(MATERIAL FOR THIS TASK begins)

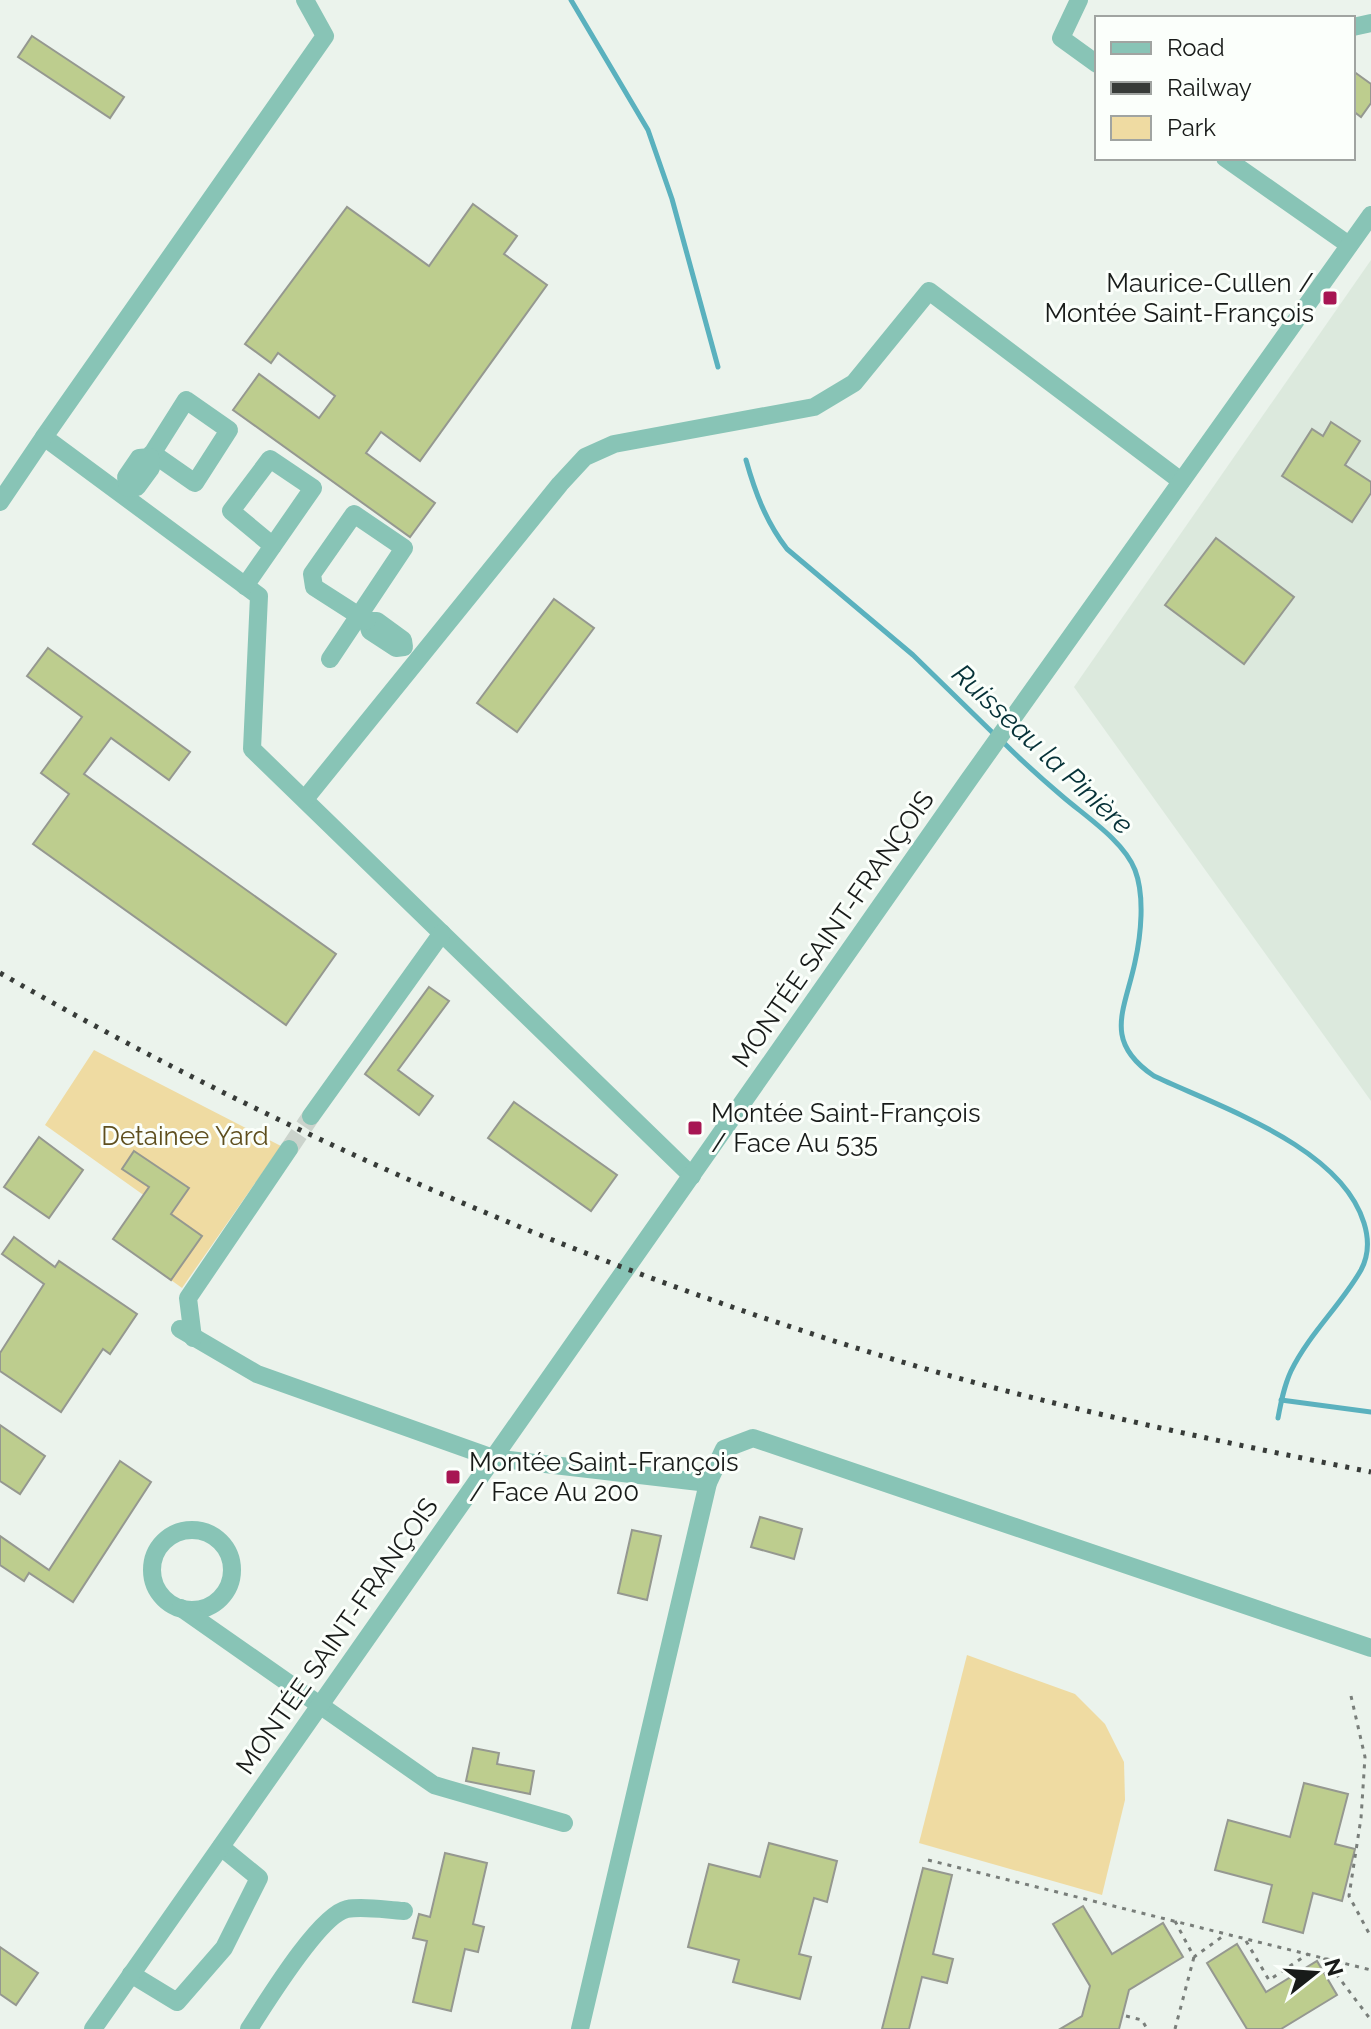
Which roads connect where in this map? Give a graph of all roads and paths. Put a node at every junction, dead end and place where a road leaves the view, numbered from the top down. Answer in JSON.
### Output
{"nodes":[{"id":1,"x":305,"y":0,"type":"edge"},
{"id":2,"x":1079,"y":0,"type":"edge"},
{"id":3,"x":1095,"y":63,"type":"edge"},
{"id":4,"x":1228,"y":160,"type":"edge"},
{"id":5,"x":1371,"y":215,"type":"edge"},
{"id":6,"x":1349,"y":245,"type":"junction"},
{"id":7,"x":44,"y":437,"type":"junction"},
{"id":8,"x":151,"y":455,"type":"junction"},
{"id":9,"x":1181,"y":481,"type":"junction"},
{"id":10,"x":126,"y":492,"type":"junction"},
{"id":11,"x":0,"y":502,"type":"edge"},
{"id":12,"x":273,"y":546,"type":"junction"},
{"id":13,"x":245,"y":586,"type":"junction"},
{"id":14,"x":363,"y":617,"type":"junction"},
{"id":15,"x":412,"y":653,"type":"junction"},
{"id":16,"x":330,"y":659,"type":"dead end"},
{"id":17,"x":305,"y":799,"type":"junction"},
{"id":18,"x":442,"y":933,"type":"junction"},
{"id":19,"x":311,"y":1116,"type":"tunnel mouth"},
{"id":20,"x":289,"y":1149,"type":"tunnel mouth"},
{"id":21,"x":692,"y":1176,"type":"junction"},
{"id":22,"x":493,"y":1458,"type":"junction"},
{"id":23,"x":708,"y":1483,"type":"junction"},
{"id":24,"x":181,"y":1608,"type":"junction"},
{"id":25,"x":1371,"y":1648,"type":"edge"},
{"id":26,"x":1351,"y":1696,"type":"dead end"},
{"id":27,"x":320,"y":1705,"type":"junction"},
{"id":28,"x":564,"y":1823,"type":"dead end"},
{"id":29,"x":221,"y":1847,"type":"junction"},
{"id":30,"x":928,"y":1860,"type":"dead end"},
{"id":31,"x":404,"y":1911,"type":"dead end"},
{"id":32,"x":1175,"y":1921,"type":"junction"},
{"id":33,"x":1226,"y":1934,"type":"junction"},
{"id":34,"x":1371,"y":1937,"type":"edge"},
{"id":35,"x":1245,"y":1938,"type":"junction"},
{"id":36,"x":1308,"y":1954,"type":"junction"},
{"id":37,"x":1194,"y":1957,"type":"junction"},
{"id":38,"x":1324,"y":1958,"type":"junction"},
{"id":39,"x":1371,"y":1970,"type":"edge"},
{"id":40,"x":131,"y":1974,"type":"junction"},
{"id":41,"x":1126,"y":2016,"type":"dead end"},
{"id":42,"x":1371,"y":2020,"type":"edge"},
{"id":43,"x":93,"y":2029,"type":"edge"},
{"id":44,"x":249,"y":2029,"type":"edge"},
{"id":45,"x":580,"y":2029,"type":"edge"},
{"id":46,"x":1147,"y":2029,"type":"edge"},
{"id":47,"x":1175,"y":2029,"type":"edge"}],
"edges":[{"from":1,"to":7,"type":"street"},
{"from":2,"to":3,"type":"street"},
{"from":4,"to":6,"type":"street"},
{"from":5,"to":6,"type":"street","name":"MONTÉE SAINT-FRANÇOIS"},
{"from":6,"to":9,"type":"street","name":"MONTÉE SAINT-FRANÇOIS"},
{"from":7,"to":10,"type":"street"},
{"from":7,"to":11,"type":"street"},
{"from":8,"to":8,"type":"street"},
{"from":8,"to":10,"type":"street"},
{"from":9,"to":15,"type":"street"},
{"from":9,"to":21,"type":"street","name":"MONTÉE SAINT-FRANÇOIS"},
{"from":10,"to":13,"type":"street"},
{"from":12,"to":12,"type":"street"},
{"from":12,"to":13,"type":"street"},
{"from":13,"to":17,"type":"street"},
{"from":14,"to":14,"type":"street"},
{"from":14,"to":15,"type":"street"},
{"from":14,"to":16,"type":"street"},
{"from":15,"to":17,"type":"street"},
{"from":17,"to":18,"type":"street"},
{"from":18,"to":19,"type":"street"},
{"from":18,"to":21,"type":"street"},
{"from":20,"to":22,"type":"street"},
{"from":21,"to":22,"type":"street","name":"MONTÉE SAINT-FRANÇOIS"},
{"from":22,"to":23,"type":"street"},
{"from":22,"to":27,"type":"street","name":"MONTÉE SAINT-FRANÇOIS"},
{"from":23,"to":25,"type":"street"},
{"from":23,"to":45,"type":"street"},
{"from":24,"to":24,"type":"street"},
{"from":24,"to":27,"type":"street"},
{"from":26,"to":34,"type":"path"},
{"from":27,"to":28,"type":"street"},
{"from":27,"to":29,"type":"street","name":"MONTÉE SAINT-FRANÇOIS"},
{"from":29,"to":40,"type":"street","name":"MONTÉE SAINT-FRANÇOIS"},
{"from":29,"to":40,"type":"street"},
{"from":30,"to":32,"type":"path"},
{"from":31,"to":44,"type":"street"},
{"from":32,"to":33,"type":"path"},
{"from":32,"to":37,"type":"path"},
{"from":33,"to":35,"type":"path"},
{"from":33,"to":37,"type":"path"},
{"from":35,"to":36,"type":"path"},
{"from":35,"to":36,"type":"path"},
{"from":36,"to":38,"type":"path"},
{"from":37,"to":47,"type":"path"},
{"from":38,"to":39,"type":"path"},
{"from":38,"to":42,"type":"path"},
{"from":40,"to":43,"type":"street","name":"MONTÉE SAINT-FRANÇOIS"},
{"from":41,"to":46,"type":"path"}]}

(MATERIAL FOR THIS TASK ends)
(MATERIAL FOR THIS TASK begins)

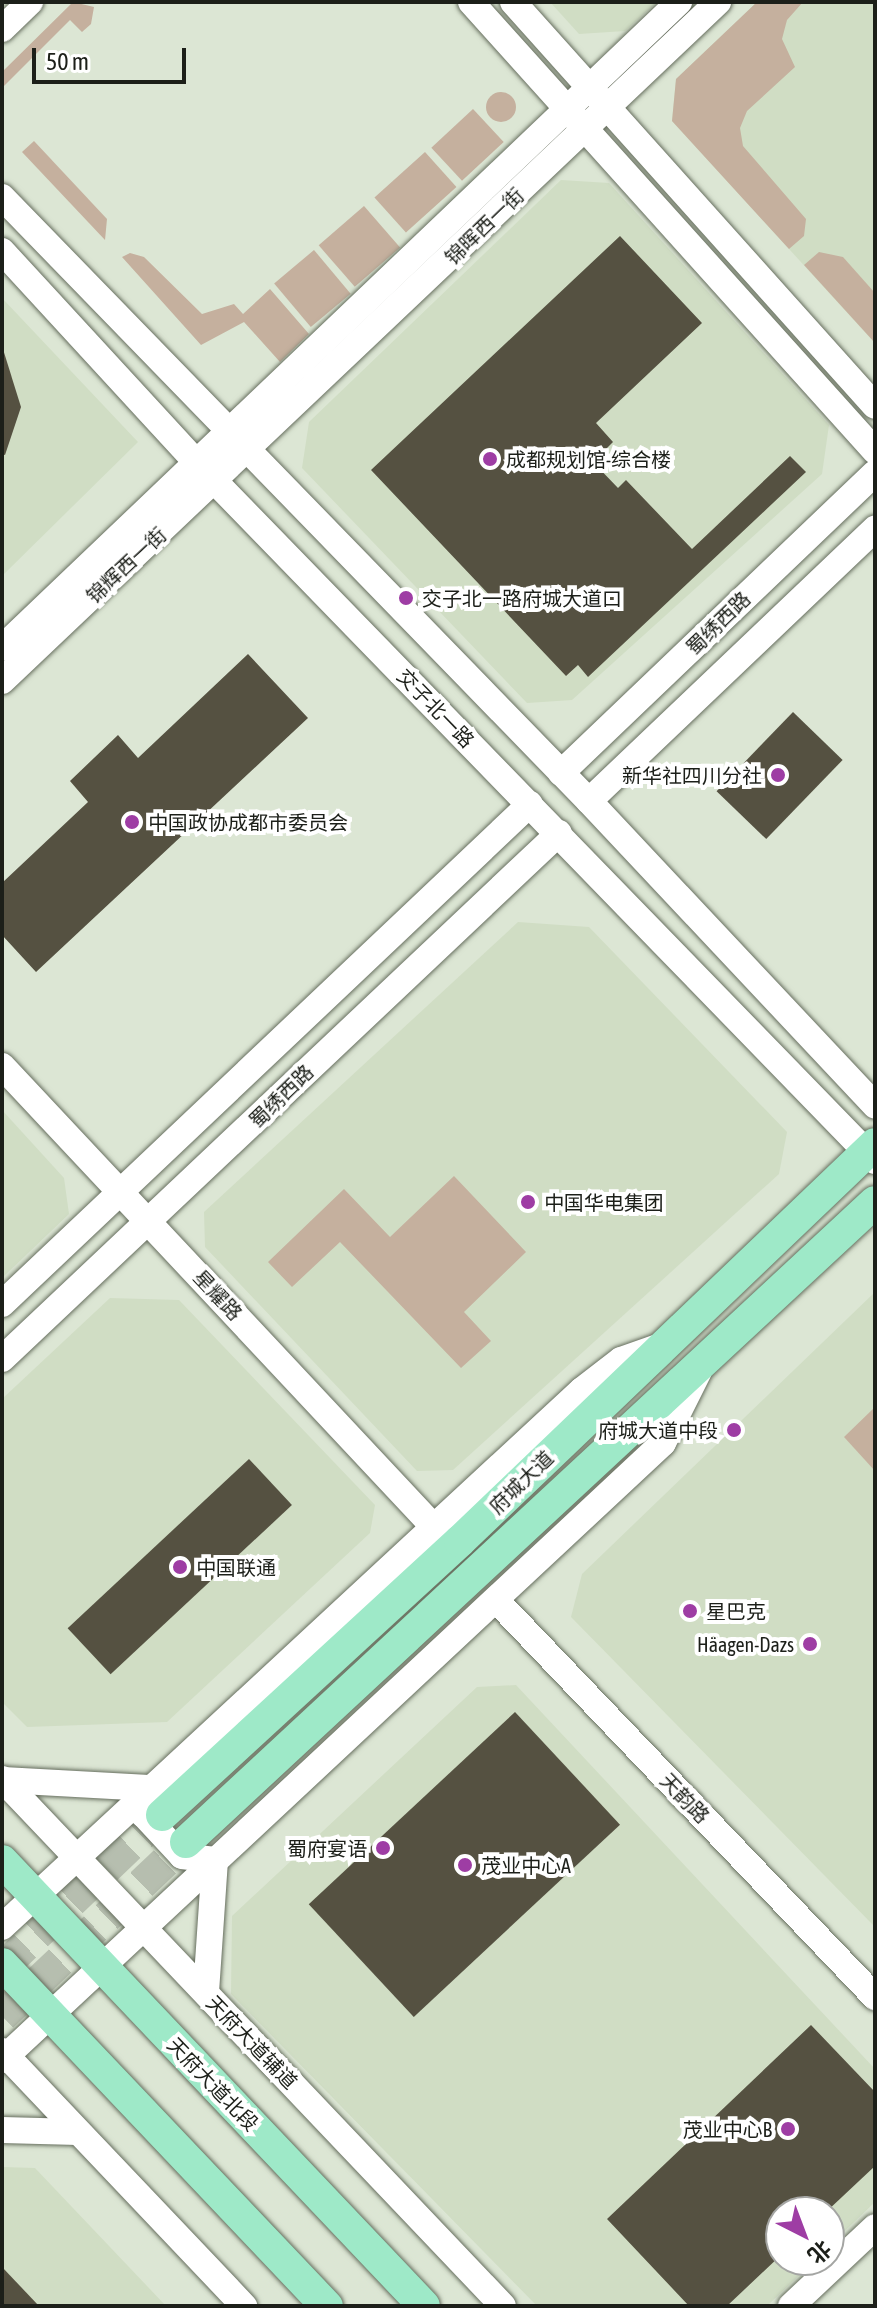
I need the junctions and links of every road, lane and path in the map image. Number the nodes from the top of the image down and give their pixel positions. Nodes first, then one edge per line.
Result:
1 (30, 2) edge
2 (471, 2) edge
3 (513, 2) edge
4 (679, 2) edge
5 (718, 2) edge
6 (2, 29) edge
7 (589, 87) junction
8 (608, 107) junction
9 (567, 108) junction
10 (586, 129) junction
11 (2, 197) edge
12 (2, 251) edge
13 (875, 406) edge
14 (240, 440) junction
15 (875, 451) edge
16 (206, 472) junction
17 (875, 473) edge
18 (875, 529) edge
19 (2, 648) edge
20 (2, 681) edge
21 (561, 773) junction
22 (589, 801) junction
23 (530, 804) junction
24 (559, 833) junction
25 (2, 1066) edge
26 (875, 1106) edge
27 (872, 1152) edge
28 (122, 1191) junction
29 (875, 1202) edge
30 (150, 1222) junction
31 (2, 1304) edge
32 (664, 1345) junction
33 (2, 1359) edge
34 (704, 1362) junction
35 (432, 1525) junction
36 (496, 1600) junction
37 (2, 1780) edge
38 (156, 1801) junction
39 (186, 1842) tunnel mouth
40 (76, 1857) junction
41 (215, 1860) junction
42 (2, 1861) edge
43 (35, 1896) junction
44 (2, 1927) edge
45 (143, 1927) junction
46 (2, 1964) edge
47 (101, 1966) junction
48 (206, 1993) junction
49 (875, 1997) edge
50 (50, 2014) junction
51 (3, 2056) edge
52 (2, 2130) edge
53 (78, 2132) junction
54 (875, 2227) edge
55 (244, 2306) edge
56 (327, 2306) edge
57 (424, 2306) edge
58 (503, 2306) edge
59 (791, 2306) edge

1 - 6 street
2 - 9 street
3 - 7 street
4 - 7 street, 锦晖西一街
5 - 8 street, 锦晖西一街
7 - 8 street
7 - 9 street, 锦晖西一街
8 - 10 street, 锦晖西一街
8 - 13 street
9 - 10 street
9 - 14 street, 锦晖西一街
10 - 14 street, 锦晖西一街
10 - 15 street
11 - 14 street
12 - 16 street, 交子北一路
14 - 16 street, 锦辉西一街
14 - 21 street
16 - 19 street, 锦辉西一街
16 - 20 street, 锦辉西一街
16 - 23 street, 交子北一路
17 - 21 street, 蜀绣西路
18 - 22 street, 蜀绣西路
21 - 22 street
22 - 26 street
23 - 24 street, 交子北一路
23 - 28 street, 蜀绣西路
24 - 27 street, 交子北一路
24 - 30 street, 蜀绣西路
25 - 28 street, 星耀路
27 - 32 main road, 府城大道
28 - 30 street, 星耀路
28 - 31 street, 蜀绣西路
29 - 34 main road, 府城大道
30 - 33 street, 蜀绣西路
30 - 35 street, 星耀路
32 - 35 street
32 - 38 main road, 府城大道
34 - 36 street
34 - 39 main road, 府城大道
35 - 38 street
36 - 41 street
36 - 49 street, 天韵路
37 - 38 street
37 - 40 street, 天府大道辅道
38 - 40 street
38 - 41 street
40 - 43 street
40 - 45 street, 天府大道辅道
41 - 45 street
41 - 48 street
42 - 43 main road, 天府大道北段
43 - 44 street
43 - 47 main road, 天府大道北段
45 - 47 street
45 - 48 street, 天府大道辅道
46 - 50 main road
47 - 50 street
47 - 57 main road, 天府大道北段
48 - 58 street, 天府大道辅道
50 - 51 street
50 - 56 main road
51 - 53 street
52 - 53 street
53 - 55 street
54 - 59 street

(MATERIAL FOR THIS TASK ends)

WHAT IS EXPECTED:
Go through the lines above. Select every one that has the string "road".

RESPONSE:
Which roads connect where in this map? Give a graph of all roads and paths. Put a node at every junction, dead end and place where a road leaves the view, numbered from the top down. Answer in JSON.
I need the junctions and links of every road, lane and path in the map image. Number the nodes from the top of the image down and give their pixel positions. Nodes first, then one edge per line.
27 - 32 main road, 府城大道
29 - 34 main road, 府城大道
32 - 38 main road, 府城大道
34 - 39 main road, 府城大道
42 - 43 main road, 天府大道北段
43 - 47 main road, 天府大道北段
46 - 50 main road
47 - 57 main road, 天府大道北段
50 - 56 main road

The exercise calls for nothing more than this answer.